Estaba oyendo a su padre, las palabras de su padre saliendo de la boca de su hijo. «Cuanto más ganas, más gastas». Se volvió hacia Tim, que seguía hablando.

—Sólo quería que supieras algunas de las cosas que veo, papá, eso es todo —dijo Tim, con lágrimas en los ojos—. Sé que te ha decepcionado mi carrera y que no se hace mucho dinero en el mundo académico, pero…

—Para. Eso no es verdad. Siempre he estado orgulloso de ti. He intentado… —Hizo una pausa, con un nudo en la garganta de emoción—. He intentado ser mejor padre de lo que lo fue el mío, pero él era un buen hombre. Me enseñó lo que es la responsabilidad…

—Soy responsable, papá —dijo Tim, poniendo de pronto las manos en el brazo de Paul, como para hacerle comprender—. Sólo quiero cosas diferentes de las que quieres tú.

Sin pensar, extendió los brazos y estrechó entre ellos a su hijo. Lo abrazó durante un buen rato con los ojos cerrados mientras el viento cálido le rozaba el rostro.
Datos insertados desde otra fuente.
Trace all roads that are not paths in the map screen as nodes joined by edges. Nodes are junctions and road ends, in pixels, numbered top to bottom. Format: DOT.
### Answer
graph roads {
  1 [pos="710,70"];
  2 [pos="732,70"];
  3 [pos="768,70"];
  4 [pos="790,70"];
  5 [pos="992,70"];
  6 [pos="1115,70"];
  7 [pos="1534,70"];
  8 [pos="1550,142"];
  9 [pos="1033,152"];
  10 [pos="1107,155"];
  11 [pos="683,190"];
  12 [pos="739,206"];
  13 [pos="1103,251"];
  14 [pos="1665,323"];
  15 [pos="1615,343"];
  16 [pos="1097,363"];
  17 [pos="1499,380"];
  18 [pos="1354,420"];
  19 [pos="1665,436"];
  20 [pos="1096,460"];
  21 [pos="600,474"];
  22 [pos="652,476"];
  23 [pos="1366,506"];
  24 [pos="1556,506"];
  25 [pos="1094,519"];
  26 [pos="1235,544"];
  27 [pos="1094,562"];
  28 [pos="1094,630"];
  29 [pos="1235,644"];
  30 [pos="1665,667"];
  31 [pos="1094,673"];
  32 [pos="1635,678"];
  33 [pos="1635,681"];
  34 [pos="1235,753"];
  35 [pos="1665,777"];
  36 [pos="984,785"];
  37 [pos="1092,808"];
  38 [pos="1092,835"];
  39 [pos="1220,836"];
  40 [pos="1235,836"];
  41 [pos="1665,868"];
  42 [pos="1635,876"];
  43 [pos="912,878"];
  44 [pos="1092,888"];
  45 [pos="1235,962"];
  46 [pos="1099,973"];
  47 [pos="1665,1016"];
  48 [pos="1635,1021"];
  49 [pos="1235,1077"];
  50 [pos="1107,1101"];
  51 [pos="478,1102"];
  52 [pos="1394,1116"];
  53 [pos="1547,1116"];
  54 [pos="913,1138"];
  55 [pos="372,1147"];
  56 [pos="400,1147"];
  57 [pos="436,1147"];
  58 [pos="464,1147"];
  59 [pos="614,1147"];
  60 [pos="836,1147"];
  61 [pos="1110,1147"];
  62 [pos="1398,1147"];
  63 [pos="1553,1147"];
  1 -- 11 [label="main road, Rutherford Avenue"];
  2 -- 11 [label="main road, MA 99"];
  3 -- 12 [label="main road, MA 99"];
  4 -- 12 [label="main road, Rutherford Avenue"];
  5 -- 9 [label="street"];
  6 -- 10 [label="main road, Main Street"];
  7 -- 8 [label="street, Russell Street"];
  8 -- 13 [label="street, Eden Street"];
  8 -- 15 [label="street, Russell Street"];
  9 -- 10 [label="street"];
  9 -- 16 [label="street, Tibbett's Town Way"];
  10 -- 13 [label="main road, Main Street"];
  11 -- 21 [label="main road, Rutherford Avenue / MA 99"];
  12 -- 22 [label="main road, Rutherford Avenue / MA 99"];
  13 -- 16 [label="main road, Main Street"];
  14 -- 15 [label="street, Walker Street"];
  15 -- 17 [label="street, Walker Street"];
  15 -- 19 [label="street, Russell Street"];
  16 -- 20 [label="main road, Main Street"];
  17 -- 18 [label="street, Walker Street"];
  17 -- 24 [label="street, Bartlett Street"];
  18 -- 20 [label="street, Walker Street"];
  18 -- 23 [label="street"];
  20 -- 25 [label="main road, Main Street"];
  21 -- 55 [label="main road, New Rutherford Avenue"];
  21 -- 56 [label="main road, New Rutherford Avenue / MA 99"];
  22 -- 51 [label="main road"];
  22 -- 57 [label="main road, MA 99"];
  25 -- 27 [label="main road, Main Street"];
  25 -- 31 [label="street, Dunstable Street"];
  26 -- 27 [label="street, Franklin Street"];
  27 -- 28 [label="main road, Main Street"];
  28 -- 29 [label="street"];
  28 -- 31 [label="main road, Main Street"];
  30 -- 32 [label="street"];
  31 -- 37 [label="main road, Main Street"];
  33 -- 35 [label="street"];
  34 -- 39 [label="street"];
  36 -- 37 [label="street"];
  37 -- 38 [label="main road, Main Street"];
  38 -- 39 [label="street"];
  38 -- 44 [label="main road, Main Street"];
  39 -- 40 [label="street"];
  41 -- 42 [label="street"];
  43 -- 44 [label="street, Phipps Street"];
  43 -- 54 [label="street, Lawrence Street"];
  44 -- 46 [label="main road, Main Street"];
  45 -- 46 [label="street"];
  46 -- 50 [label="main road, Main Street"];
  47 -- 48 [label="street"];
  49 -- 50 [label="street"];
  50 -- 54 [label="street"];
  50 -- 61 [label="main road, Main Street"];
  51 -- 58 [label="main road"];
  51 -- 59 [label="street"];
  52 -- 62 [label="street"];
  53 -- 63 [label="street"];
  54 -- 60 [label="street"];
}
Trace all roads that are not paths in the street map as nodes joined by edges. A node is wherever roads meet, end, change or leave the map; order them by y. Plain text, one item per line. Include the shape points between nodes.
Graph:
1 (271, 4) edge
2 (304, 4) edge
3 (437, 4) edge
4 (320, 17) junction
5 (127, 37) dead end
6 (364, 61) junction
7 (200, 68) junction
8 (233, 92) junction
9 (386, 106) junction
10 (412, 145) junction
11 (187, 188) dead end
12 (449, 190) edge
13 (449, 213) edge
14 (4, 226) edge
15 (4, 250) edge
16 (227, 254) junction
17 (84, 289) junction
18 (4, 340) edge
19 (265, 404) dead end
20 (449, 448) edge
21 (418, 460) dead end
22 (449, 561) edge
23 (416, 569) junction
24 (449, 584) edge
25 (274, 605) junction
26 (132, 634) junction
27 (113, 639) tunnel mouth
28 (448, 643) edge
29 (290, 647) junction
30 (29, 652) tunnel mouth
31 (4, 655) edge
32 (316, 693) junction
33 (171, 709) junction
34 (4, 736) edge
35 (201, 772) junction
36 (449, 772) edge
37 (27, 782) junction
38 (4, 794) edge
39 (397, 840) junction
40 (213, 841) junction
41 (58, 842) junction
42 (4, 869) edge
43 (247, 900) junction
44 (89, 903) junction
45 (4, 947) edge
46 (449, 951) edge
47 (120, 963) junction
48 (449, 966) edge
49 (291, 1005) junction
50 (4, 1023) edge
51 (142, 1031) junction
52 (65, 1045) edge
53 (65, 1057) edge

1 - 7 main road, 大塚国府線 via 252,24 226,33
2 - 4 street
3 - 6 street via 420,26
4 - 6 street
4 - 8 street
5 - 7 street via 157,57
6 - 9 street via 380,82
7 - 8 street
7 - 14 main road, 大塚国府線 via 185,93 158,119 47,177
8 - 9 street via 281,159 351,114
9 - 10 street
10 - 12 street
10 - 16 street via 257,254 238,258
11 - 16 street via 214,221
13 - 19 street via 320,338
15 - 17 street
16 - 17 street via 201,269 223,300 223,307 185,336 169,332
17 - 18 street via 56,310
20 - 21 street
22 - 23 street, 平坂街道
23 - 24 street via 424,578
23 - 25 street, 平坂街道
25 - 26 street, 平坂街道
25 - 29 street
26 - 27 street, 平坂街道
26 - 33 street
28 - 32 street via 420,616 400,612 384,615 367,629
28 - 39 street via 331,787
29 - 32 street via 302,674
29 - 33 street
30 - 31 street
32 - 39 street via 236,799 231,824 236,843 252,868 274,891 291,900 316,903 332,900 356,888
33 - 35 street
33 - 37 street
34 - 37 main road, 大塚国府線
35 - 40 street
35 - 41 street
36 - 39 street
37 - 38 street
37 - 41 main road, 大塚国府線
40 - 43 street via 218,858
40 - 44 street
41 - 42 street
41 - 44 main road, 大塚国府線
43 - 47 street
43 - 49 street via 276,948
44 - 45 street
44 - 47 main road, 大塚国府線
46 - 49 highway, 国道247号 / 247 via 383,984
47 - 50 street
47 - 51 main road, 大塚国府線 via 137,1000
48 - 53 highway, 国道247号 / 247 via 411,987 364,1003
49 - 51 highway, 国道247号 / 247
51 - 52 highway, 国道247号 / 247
Paul se marchó de Bozeman al día siguiente en un vuelo vespertino después del último partido de su hijo. Le dejó el monovolumen a Timmy, pues sabía que su Toyota no pasaría otro invierno en Montana. Supuso que ya le había sacado partido con lo que había ahorrado en cámpings y en conducir. Tim estuvo sentado con él en el pequeño aeropuerto mientras esperaba para embarcar, contándole más historias de Siberut y cómo temían que fuese un modo de vida en vías de extinción, a medida que el mundo moderno se iba entrometiendo. Cuando llamaron por última vez para subir al avión, se pusieron de pie y él envolvió a su hijo en un abrazo.

—Eres un buen chico, Tim. Te quiero. —No podía recordar la última vez que había dicho aquellas palabras. Palabras que su padre no le dirigió jamás.
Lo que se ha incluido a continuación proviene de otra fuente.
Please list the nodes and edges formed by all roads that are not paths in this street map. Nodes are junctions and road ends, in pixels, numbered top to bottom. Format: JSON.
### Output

—Yo también te quiero, papá.

No hubo presión en sus oídos, ningún dolor después del despegue, y se dio cuenta de que hacía días que no tenía sinusitis. Vio cómo la tierra se extendía bajo él, los afilados picos de las Rocosas dando paso a los campos ajedrezados de las granjas del Medio Oeste. Allá abajo la gente vivía sus vidas, hacía sus quehaceres diarios. Pronto aterrizaría en el aeropuerto de Newark y tendría que coger una limusina o un taxi a casa. No tenía elección, no había nadie esperándolo.

Pero su vida le aguardaba. Era hora de ponerse en contacto con cazatalentos, poner la casa en orden, pagar las facturas. Y traer a su mujer de vuelta.